# rebuilding old katana need help



## dragon29 (Jul 28, 2008)

i bought a foot locker at a auction it was locked when i got it home i picked the lock.  after opening i found a katana blade and some other war prizes.  the blade is in prefect condistion its not bent dented chiped or cracked,but its sharp really really sharp.  id like to rebuild it but i need help.  please help


----------



## dragon29 (Jul 30, 2008)

OK i get no one will help me with rebuilding the swords scabed or handle 

if you help me dirrectly at least give a web site that can help    


for those that think im planing on dishornoring the fallen soilders family by putting the sword up for sale well im not selling the sword


the owners family _*lived*_ in hiroshima


----------



## Sukerkin (Jul 31, 2008)

*Dragon*, with the greatest of respect, we here have no idea who you are.  

We don't know what your craft skills are like and we have no idea what your personality is like.

Two posts are not enough to build up a picture of someone to decide whether to give them advice on working with a dangerous object, the provenance of which we are unaware.

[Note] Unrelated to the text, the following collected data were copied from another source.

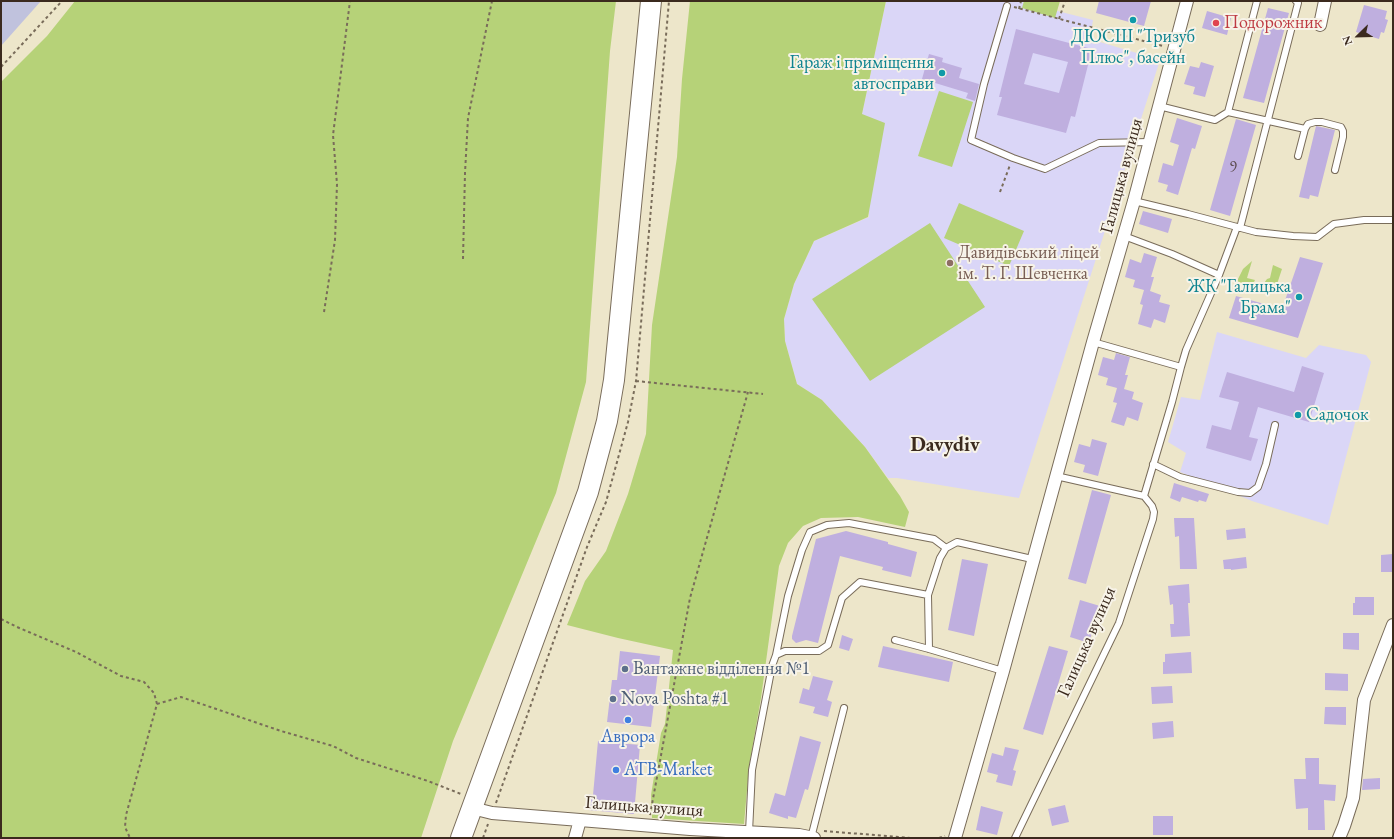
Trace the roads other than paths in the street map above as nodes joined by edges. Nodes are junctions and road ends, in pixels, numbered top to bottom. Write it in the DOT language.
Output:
graph roads {
  1 [pos="651,1"];
  2 [pos="1188,1"];
  3 [pos="1257,1"];
  4 [pos="1296,1"];
  5 [pos="1325,1"];
  6 [pos="1007,6"];
  7 [pos="1320,26"];
  8 [pos="1159,106"];
  9 [pos="1228,112"];
  10 [pos="1268,120"];
  11 [pos="1306,129"];
  12 [pos="1150,142"];
  13 [pos="1298,156"];
  14 [pos="1335,170"];
  15 [pos="1134,201"];
  16 [pos="1393,220"];
  17 [pos="1239,227"];
  18 [pos="1124,236"];
  19 [pos="1220,275"];
  20 [pos="1093,342"];
  21 [pos="1181,367"];
  22 [pos="1275,425"];
  23 [pos="1153,464"];
  24 [pos="1056,476"];
  25 [pos="1144,496"];
  26 [pos="946,548"];
  27 [pos="1032,559"];
  28 [pos="928,595"];
  29 [pos="1393,625"];
  30 [pos="895,640"];
  31 [pos="928,649"];
  32 [pos="776,654"];
  33 [pos="1003,671"];
  34 [pos="844,708"];
  35 [pos="474,803"];
  36 [pos="580,820"];
  37 [pos="749,832"];
  38 [pos="798,836"];
  39 [pos="461,838"];
  40 [pos="575,838"];
  41 [pos="813,838"];
  42 [pos="955,838"];
  43 [pos="1015,838"];
  44 [pos="1339,838"];
  1 -- 35 [label="main road"];
  2 -- 8 [label="street, Галицька вулиця"];
  3 -- 9 [label="lane"];
  4 -- 10 [label="lane"];
  5 -- 7 [label="street"];
  6 -- 12 [label="lane"];
  8 -- 9 [label="lane"];
  8 -- 12 [label="street, Галицька вулиця"];
  9 -- 10 [label="lane"];
  10 -- 11 [label="lane"];
  10 -- 17 [label="lane"];
  11 -- 13 [label="lane"];
  11 -- 14 [label="lane"];
  12 -- 15 [label="street, Галицька вулиця"];
  15 -- 17 [label="lane"];
  15 -- 18 [label="street, Галицька вулиця"];
  16 -- 17 [label="lane"];
  17 -- 19 [label="lane"];
  18 -- 19 [label="lane"];
  18 -- 20 [label="street, Галицька вулиця"];
  19 -- 21 [label="lane"];
  20 -- 21 [label="lane"];
  20 -- 24 [label="street, Галицька вулиця"];
  21 -- 23 [label="lane"];
  22 -- 23 [label="lane"];
  23 -- 25 [label="lane"];
  24 -- 25 [label="lane"];
  24 -- 27 [label="street, Галицька вулиця"];
  25 -- 43 [label="lane, Галицька вулиця"];
  26 -- 27 [label="lane"];
  26 -- 28 [label="lane"];
  26 -- 32 [label="lane"];
  27 -- 33 [label="street, Галицька вулиця"];
  28 -- 31 [label="lane"];
  28 -- 32 [label="lane"];
  29 -- 44 [label="street"];
  30 -- 31 [label="lane"];
  31 -- 33 [label="lane"];
  32 -- 37 [label="lane"];
  33 -- 42 [label="street, Галицька вулиця"];
  34 -- 41 [label="lane"];
  35 -- 36 [label="street, Галицька вулиця"];
  35 -- 39 [label="main road"];
  36 -- 37 [label="street, Галицька вулиця"];
  36 -- 40 [label="street"];
  37 -- 38 [label="street, Галицька вулиця"];
  38 -- 41 [label="street, Галицька вулиця"];
}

Refitting and restoring a sword is not an amateur job.  It may well cost you a lot more money than you think to get it done properly but that is the advice I will give you.  As an example, the prices on this site are on the cheap side, cheap enough to make me wonder about the quality http://www.wildroad.com/swords/

A cautionary word is that if this sword is a genuine 'heirloom' shinken rather than a gunto then the Japanese government may well be interested in getting it back.  The family also may have such an interest.


----------



## JadecloudAlchemist (Jul 31, 2008)

In Japan holding on to swords and other war like objects that were used is an ill omen. It is thought that the spirit of the dead warriors live inside the objects. Also this applies to used Kamidana(the little wooden house for deity)and other items.


----------



## chinto (Aug 1, 2008)

Sukerkin said:


> *Dragon*, with the greatest of respect, we here have no idea who you are.
> 
> We don't know what your craft skills are like and we have no idea what your personality is like.
> 
> ...


that is true but remember that you have no legal duty if you are in the USA to surrender the weapon if you do not wish to! It was lawfully obtained.


----------



## jaybacca72 (Aug 1, 2008)

Dragon29, contact Wally Hayes in CANADA close to Ottawa he is an amazing bladesmith and specializes in swords.
later
Jason Arnold
CANADA


----------